Sect. 6. Of the Admission and Exclusion of Members
All persons who subscribe our articles of faith and lead sober and moral lives, shall be considered members of a Church. A departure from those articles, or an immoral life, shall subject a member to private admonition by the Minister, or a brother member only, according to Matth. xviii, 18, 21. and Luke xvii; 3, and 4. If what we conceive to be error, of if what all Christian Churches agree to be vice, is persisted in, the offending member shall be admonished a second time by any two or three members of the Church. If after these steps, he continue disobedient, his name be publically erased from the list of members, be he shall be exhorted at the same time to attend public worship, and the preaching of the Gospel; and he shall be restored in love, after he exhibits such signs of a return to his former faith or practice, as shall be deemed satisfactory to the Church.

Sect. 7. Of Marriage
Marriages are to be performed in such way as the laws of the particular States have made necessary; Ministers of the Gospel belonging to our Church are at liberty to celebrate this ordinance.

Sect. 8. Of the Instruction of Children
We believe it to be the duty of all parents to instruct their children in the principles of the Gospel, as the best means to inspire them with the love of virtue, and to promote in them good manners, and habits of industry and sobriety. As a necessary introduction to the knowledge of the Gospel, we recommend the institution of a school, or schools, to be under the direction of every church; in which shall be taught reading, writing, arithmetic, and psalmody.
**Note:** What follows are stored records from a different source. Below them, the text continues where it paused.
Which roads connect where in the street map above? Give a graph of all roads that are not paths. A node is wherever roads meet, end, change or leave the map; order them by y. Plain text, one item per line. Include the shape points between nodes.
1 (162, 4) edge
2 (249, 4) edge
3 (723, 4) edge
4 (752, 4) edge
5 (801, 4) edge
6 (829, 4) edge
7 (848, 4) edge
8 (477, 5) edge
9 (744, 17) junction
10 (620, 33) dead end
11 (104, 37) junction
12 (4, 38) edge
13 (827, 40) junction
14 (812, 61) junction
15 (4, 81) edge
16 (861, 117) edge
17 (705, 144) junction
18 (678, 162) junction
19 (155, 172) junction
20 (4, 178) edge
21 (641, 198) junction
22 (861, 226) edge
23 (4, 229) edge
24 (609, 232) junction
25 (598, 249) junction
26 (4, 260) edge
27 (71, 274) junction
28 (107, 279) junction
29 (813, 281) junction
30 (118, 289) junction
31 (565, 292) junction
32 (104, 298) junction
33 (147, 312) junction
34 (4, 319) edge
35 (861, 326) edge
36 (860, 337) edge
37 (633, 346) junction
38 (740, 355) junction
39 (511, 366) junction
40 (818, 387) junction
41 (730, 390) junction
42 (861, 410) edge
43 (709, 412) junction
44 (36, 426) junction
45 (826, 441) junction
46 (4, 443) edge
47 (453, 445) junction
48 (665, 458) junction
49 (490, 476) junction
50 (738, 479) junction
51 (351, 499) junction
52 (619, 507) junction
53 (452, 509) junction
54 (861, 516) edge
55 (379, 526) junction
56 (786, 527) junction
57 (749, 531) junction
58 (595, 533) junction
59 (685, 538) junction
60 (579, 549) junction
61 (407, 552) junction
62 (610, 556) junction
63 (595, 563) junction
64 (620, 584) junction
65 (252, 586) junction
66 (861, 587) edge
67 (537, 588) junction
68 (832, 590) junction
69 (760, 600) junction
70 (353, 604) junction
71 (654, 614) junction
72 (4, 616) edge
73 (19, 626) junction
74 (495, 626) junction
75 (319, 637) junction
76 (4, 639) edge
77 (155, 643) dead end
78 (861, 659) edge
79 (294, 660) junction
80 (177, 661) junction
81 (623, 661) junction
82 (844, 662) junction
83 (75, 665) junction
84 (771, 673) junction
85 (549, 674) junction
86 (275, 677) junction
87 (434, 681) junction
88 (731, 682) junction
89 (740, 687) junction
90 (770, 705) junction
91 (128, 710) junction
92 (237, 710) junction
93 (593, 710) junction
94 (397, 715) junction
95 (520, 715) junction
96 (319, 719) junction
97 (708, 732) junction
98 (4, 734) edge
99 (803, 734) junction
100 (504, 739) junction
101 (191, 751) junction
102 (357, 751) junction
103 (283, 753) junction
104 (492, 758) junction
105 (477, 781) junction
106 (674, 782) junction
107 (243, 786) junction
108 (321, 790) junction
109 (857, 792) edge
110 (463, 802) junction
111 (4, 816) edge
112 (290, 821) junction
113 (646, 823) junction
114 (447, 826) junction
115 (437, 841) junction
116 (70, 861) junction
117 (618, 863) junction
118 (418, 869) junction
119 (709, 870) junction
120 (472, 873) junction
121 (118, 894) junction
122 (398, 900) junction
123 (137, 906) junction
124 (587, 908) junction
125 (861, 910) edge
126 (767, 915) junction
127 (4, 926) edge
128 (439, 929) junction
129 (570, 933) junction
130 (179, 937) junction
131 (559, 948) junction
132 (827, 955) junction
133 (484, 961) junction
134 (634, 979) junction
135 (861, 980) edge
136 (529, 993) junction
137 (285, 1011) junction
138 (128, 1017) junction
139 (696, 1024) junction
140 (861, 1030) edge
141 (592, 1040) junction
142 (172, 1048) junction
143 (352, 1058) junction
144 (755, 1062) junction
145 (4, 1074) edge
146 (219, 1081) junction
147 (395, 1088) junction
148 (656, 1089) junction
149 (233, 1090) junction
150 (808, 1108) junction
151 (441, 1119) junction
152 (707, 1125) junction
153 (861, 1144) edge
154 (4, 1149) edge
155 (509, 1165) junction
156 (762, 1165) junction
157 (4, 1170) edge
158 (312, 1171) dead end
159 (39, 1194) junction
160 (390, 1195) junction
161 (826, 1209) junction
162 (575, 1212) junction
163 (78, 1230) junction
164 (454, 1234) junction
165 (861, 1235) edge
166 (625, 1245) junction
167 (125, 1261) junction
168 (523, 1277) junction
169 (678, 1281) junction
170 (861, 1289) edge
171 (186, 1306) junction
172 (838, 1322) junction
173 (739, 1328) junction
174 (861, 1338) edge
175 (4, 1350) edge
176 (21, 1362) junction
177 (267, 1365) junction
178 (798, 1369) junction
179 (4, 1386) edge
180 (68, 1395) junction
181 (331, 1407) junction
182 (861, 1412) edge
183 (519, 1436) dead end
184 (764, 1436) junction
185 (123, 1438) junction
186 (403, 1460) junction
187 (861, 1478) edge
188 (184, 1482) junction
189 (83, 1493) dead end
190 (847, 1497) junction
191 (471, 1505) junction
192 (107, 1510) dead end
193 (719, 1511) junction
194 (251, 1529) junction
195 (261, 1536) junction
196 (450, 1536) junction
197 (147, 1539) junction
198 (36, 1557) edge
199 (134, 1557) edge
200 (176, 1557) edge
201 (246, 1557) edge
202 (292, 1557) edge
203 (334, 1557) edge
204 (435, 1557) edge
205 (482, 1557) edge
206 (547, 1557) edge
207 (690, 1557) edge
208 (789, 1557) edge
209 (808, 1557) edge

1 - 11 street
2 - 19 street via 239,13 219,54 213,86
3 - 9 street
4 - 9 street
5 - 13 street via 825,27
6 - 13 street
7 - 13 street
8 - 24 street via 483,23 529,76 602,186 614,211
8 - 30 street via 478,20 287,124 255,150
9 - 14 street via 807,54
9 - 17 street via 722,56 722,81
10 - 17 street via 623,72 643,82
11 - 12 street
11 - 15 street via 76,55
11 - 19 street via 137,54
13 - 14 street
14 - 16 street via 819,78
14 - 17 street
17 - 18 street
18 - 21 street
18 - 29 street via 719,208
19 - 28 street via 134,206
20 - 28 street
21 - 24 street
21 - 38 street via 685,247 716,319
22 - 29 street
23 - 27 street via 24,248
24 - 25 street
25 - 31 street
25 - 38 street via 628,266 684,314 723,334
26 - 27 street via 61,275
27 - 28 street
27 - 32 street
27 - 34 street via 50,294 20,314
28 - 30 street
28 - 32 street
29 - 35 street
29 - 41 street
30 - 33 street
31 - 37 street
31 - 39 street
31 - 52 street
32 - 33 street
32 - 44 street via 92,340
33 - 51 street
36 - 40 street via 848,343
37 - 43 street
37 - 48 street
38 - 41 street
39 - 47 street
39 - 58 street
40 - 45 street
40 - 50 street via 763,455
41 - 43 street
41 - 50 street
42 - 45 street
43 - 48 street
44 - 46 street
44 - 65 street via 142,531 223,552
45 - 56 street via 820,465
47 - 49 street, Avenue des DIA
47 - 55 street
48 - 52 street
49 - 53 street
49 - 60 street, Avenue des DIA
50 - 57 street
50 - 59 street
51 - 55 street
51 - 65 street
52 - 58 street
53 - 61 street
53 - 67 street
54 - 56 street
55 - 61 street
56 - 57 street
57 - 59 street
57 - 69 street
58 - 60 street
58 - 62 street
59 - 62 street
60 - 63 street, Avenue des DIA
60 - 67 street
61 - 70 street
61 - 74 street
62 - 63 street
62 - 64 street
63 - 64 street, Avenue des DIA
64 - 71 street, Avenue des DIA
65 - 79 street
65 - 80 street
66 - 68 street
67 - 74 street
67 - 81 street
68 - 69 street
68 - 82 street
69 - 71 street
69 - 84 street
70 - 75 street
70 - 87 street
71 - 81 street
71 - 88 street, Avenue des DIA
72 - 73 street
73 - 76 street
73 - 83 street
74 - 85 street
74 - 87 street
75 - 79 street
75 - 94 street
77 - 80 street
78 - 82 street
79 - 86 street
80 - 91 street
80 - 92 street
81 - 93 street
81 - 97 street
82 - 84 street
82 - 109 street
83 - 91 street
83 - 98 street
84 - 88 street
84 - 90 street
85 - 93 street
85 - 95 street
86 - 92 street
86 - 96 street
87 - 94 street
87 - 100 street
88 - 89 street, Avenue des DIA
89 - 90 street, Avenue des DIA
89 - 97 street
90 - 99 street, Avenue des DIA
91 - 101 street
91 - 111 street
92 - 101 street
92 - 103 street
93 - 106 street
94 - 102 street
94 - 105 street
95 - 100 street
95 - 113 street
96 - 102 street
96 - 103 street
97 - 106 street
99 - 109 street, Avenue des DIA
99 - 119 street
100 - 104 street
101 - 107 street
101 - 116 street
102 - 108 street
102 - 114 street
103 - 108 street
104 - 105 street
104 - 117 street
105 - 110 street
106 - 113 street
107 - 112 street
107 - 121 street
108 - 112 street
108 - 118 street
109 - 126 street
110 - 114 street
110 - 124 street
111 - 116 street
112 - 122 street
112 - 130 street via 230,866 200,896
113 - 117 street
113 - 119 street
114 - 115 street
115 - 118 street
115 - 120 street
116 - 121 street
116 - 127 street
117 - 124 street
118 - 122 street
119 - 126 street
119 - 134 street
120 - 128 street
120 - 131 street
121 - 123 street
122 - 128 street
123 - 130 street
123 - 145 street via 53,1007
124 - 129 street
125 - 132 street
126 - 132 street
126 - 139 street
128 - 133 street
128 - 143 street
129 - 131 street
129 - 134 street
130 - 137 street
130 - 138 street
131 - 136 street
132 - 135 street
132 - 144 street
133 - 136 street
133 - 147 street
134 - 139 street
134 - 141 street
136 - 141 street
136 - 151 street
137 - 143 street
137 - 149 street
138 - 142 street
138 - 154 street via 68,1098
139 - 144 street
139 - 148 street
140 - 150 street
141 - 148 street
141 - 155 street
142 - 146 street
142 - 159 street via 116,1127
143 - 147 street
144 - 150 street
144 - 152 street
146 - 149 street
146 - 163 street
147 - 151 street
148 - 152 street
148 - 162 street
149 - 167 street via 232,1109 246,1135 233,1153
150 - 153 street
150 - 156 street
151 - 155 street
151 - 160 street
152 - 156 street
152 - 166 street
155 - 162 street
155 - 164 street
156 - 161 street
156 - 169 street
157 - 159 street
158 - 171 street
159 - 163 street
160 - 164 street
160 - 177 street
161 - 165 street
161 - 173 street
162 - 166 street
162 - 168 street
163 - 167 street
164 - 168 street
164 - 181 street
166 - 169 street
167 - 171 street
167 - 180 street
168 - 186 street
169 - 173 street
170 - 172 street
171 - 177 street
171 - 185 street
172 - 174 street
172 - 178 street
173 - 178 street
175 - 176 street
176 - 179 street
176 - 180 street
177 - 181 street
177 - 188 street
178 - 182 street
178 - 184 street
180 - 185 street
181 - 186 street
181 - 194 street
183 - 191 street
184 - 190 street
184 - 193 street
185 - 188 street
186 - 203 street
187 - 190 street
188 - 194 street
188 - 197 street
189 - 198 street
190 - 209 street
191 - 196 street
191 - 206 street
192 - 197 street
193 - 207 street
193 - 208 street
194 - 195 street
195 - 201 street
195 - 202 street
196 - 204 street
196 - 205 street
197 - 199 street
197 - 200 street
We recommend, further, that provision be made for instructing poor children, in the said schools, gratis. As the fullest discovery of the perfections and will of God, and the whole duty of man, is contained in the BIBLE, we wish that Divine Book to be read by the youth of our Churches as early and frequently as possible; and that they should be instructed therein at state meetings appointed for that purpose.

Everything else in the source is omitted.